Mary also worked as an editor and professional writer, specializing in women and children. She was also not shy of romance, despite her convictions and the social ideals of the time. She had a daughter by a man she never married in 1794, and in 1796 began a relationship with novelist William Godwin. They married in 1797, and Mary gave birth to their daughter, Mary Shelley. Sadly, Mary Wollstonecraft died due to labor complications and was never able to finish her novel The Wrongs of Women: or Maria. Her husband wrote Memoirs of the Author of the Vindication of the Rights of Women after her death in her honor.

So not only was Mary Wollstonecraft a proponent of women’s rights, she was an accomplished author and independent women who had the strength to acknowledge the pitfalls of marriage and also change her mind on it when the right guy came along. There’s no shame in changing your mind when new information is presented, and Mary managed to find a guy in the 18th century who supported her right to be her own entity. In addition, she is credited with, possibly, my favorite quote about women’s rights: “Justice for one-half of the human race!”

4. Madame Curie


Marie Curie is the bomb! That seems like an accidentally inappropriate joke…

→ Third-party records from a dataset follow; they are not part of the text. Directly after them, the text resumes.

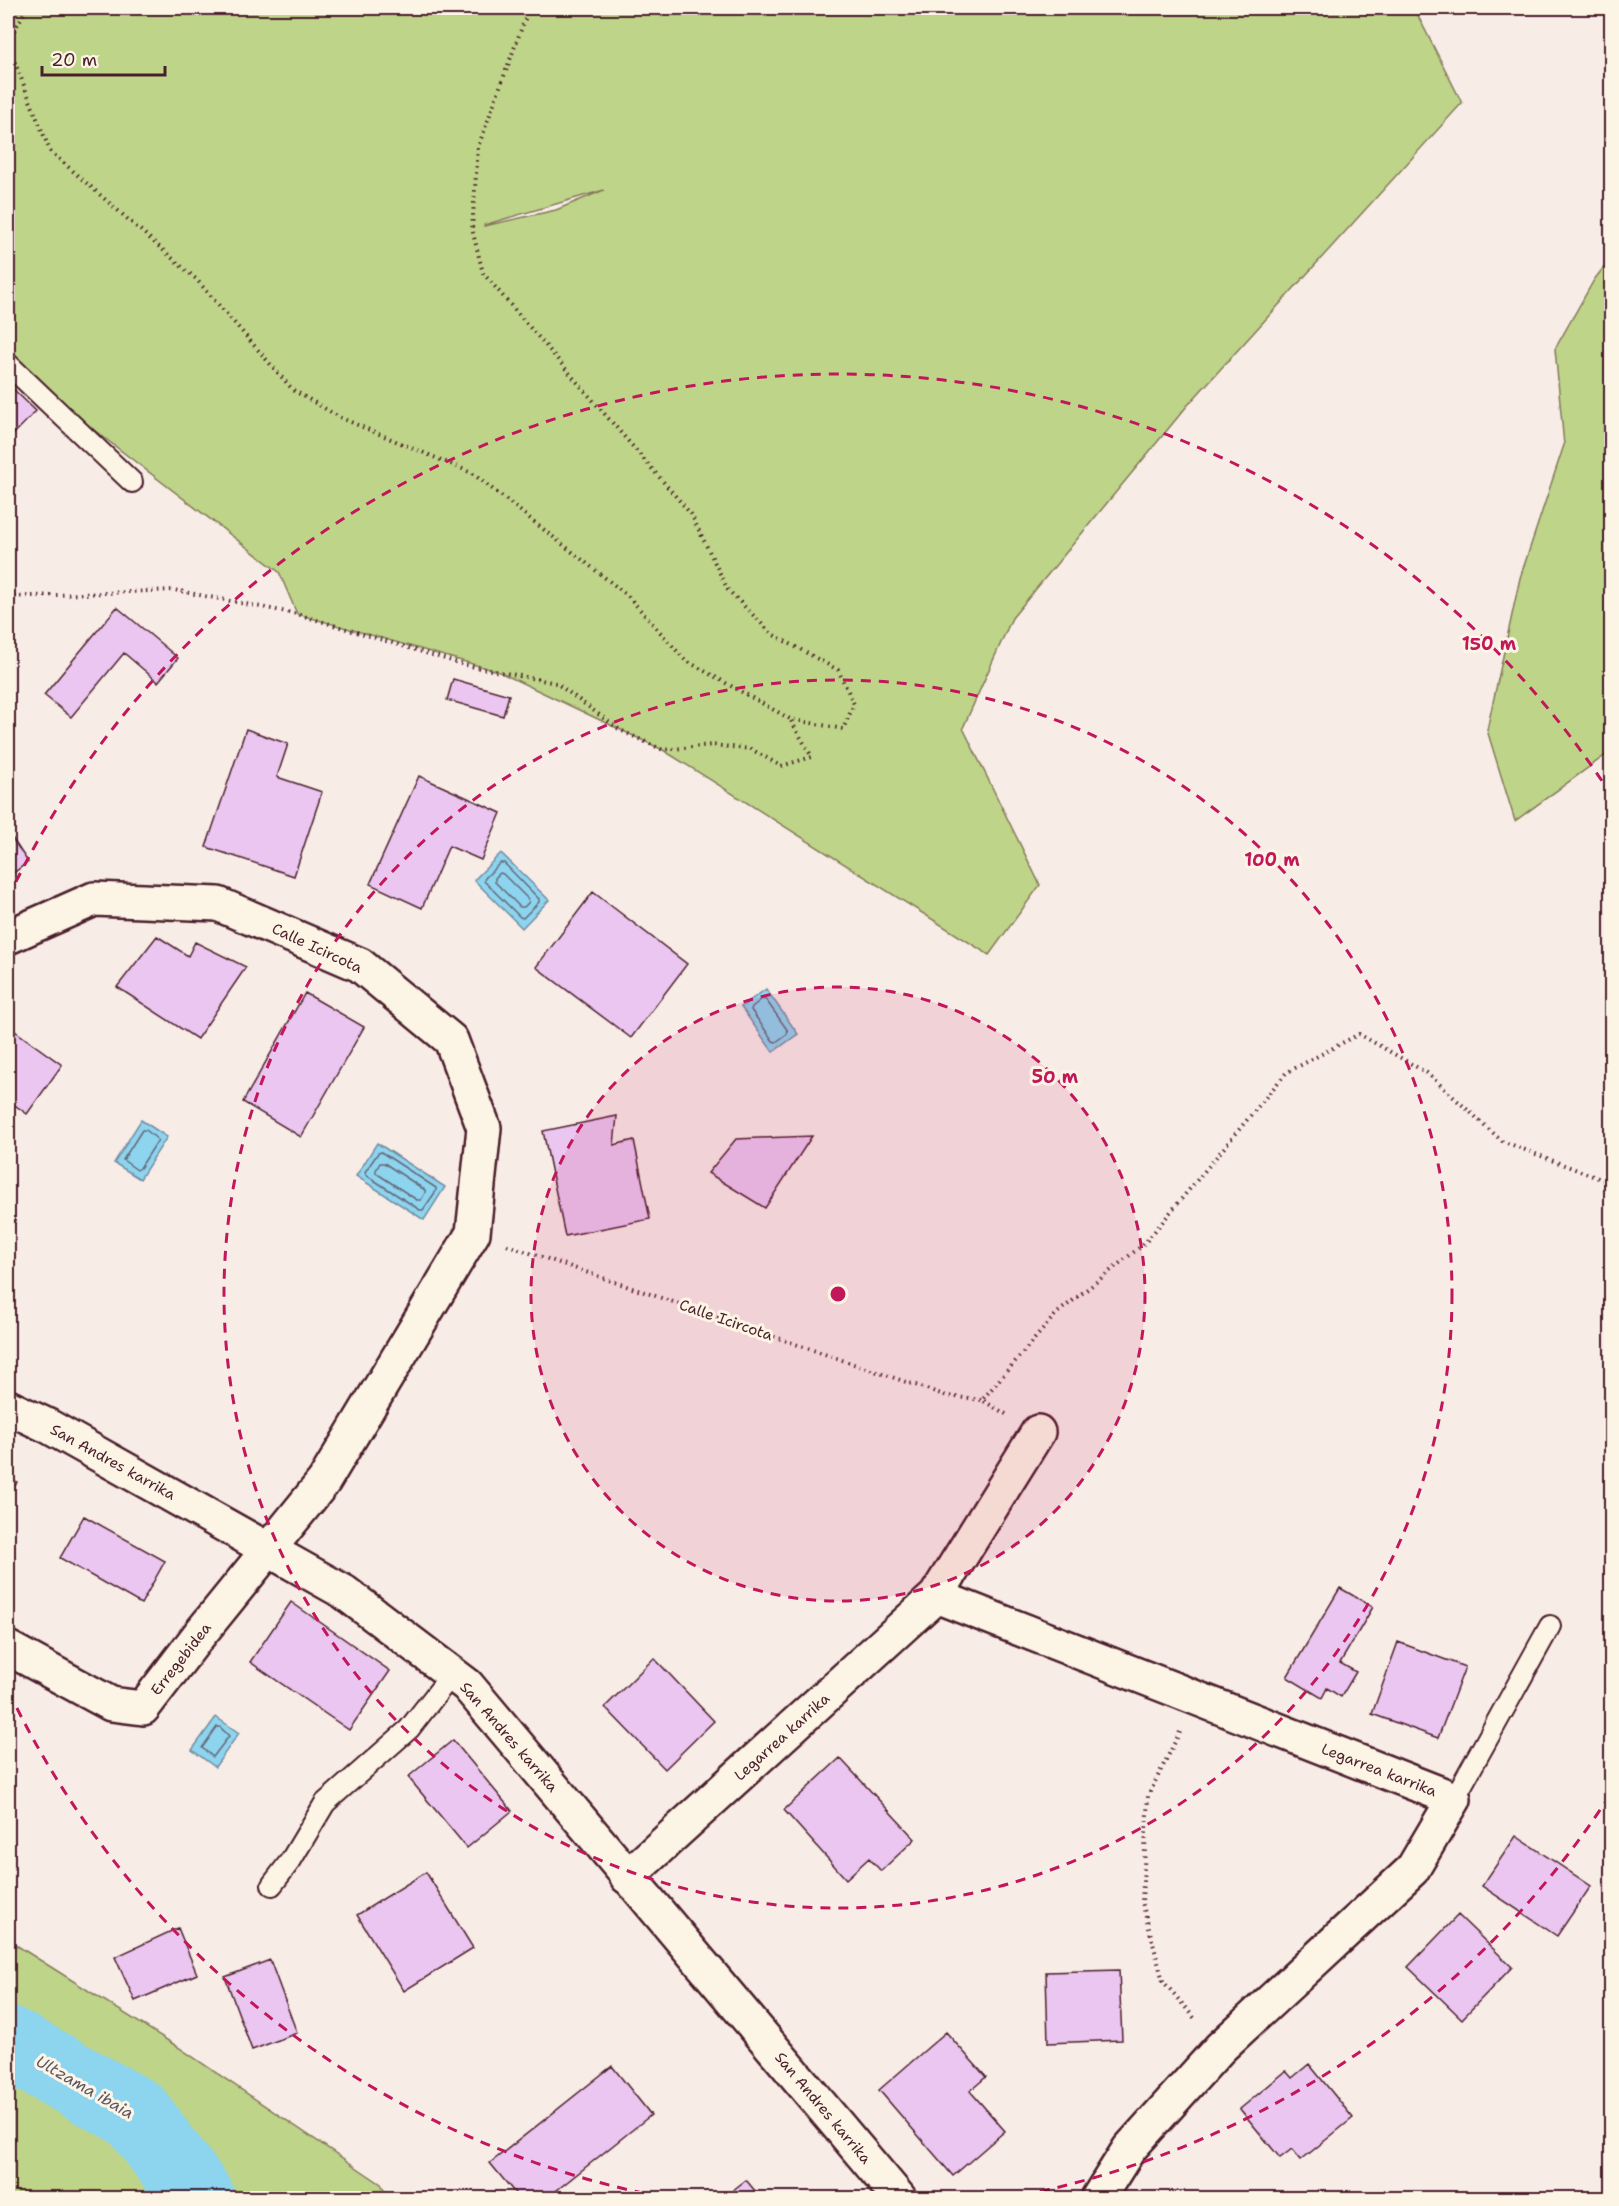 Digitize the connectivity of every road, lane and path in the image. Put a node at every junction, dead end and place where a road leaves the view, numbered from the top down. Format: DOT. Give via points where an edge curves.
graph roads {
  1 [pos="27,8"];
  2 [pos="529,8"];
  3 [pos="8,43"];
  4 [pos="8,364"];
  5 [pos="132,482"];
  6 [pos="8,597"];
  7 [pos="790,719"];
  8 [pos="8,937"];
  9 [pos="1611,1177"];
  10 [pos="472,1233"];
  11 [pos="982,1400"];
  12 [pos="8,1407"];
  13 [pos="1038,1432"];
  14 [pos="269,1550"];
  15 [pos="936,1596"];
  16 [pos="1550,1626"];
  17 [pos="8,1648"];
  18 [pos="452,1674"];
  19 [pos="1197,1698"];
  20 [pos="1454,1799"];
  21 [pos="627,1877"];
  22 [pos="272,1885"];
  23 [pos="1220,2048"];
  24 [pos="899,2199"];
  25 [pos="1098,2199"];
  1 -- 3 [label="path"];
  2 -- 7 [label="path" via="478,147 472,229 483,273 691,514 728,590 772,634 838,670 854,704 843,729"];
  3 -- 7 [label="path" via="51,151 196,279 293,390 341,418 472,473 627,595 685,660"];
  4 -- 5 [label="lane"];
  6 -- 7 [label="path" via="174,590 297,614 465,665 556,683 620,730 663,750 712,745 752,748 781,766 812,757"];
  8 -- 10 [label="street, Calle Icircota" via="94,899 218,904 360,965 451,1040 484,1128"];
  9 -- 11 [label="path" via="1606,1181 1502,1141 1427,1073 1359,1034 1286,1073 1144,1244 1056,1314"];
  10 -- 11 [label="path, Calle Icircota" via="947,1396"];
  10 -- 14 [label="street, Calle Icircota" via="324,1481"];
  11 -- 13 [label="path"];
  12 -- 14 [label="street, San Andres karrika"];
  13 -- 15 [label="street, Legarrea karrika"];
  14 -- 17 [label="street, Erregebidea" via="143,1708 111,1704"];
  14 -- 18 [label="street, San Andres karrika" via="344,1592"];
  15 -- 19 [label="street, Legarrea karrika"];
  15 -- 21 [label="street, Legarrea karrika"];
  16 -- 20 [label="lane"];
  18 -- 21 [label="street, San Andres karrika" via="467,1685"];
  18 -- 22 [label="lane" via="410,1729 325,1803"];
  19 -- 20 [label="street, Legarrea karrika"];
  19 -- 23 [label="path" via="1148,1796 1142,1902 1163,1981"];
  20 -- 23 [label="street, Legarrea karrika" via="1412,1870"];
  21 -- 24 [label="street, San Andres karrika"];
  23 -- 25 [label="street, Legarrea karrika" via="1130,2149"];
}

Anyway, Marie Curie was born in 1867 in Warsaw, Poland. She studied at Floating University and began her training in the sciences while still in Warsaw before following her sister to study in Paris. Madame Curie became a naturalized French citizen and conducted her primary research in Paris. She created the theory of radioactivity (her own term), discovered two elements, and created techniques for isolating isotopes. The world’s first studies for the treatment of neoplasms were conducted under her direction, using radioactive isotopes. She founded the Curie Institutes in Warsaw and Paris and established the first military field radiological centers during World War I. She named her elements polonium, for her native Poland, and radium.

Madame Curie is the first woman to ever win the Nobel Prize. She shared the Nobel Prize in Physics, received in 1903, with her husband, Pierre Curie, and fellow physicist Henri Becquerel. Madame Curie went on to win the 1911 Nobel Prize in Chemistry. She’s the first person, and only woman, to ever have been awarded the prize more than once. She’s also the only person to have won the prize in multiple sciences. The Curie family legacy has earned five Nobel Prizes to date.

Madame Curie was also the first woman professor at the University of Paris and the first woman to be entombed in the Pantheon in Paris on her own merits. She died in 1934 due to aplastic anemia, a condition brought on by exposure to radiation.

5. Emily Dickinson


So, poetry might not be for everyone. I get that. However, I’m a huge fan of poetry. I practically consume the stuff, especially 19th and early 20th century American poetry. So, yeah, the great Emily Dickinson will always make my list of great women.

Here’s one of the reasons I love Emily so much: she was a recluse for most of her life. She didn’t court fame, fortune, or anyone really. She had one true acquaintance, Thomas Wentworth Higginson, who published Emily’s poetry after her death. That’s right, Emily never shared her poems in life. She never went out, tried to become published, or worked to achieve fame. She didn’t want fame.

What I respect about Emily Dickinson is that she wrote her poems for herself. She was passionate enough about her poetry that she took the time to perfect each poem, wrote them down in booklets, but never intended for them to be seen by anyone else. She was passionate about her craft for the sake of the craft.

Emily became obsessed with death and grew even more reclusive in the last years of her life. She died of Bright’s disease in 1886, leaving behind over 2,000 poems. Over 2,000 examples of Emily’s love for her craft which now allow her to live on, even though she probably wouldn’t be too happy to know how famous she’s become.